Stored data entries:
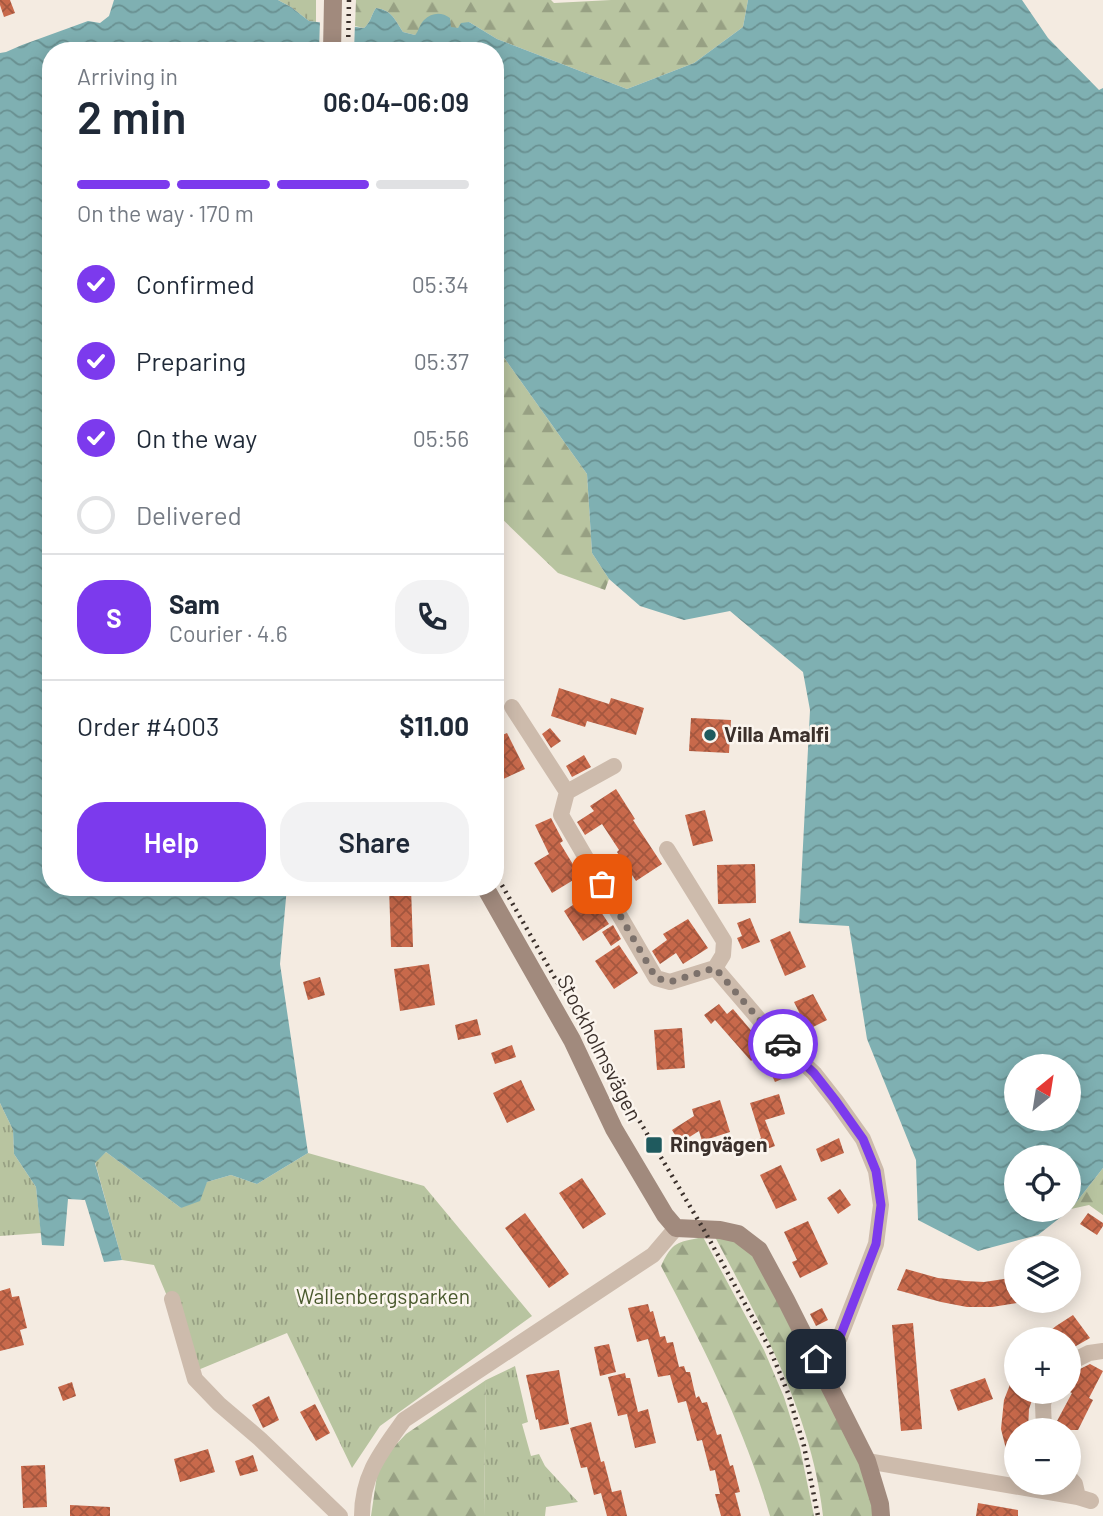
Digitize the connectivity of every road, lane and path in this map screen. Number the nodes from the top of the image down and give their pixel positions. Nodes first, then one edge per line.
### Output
1 (333, 0) edge
2 (333, 42) edge
3 (512, 707) dead end
4 (614, 765) dead end
5 (567, 792) junction
6 (667, 849) dead end
7 (490, 896) edge
8 (715, 968) junction
9 (676, 1228) junction
10 (172, 1299) dead end
11 (1103, 1351) edge
12 (1081, 1357) edge
13 (816, 1359) junction
14 (867, 1461) junction
15 (1004, 1485) edge
16 (1081, 1493) edge
17 (1062, 1495) edge
18 (340, 1516) edge
19 (362, 1516) edge
20 (881, 1516) edge

1 - 2 main road
3 - 5 street
4 - 5 street
5 - 8 street
6 - 8 street
7 - 9 main road, Stockholmsvägen
8 - 13 street
9 - 13 main road
9 - 19 street
10 - 18 street
11 - 12 street
13 - 14 main road
14 - 15 street
14 - 20 main road
16 - 17 street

Task ->
The answer should be the records above, unchanged, with the pictures omitted.

Exercise solution ->
Digitize the connectivity of every road, lane and path in this map screen. Number the nodes from the top of the image down and give their pixel positions. Nodes first, then one edge per line.
### Output
1 (333, 0) edge
2 (333, 42) edge
3 (512, 707) dead end
4 (614, 765) dead end
5 (567, 792) junction
6 (667, 849) dead end
7 (490, 896) edge
8 (715, 968) junction
9 (676, 1228) junction
10 (172, 1299) dead end
11 (1103, 1351) edge
12 (1081, 1357) edge
13 (816, 1359) junction
14 (867, 1461) junction
15 (1004, 1485) edge
16 (1081, 1493) edge
17 (1062, 1495) edge
18 (340, 1516) edge
19 (362, 1516) edge
20 (881, 1516) edge

1 - 2 main road
3 - 5 street
4 - 5 street
5 - 8 street
6 - 8 street
7 - 9 main road, Stockholmsvägen
8 - 13 street
9 - 13 main road
9 - 19 street
10 - 18 street
11 - 12 street
13 - 14 main road
14 - 15 street
14 - 20 main road
16 - 17 street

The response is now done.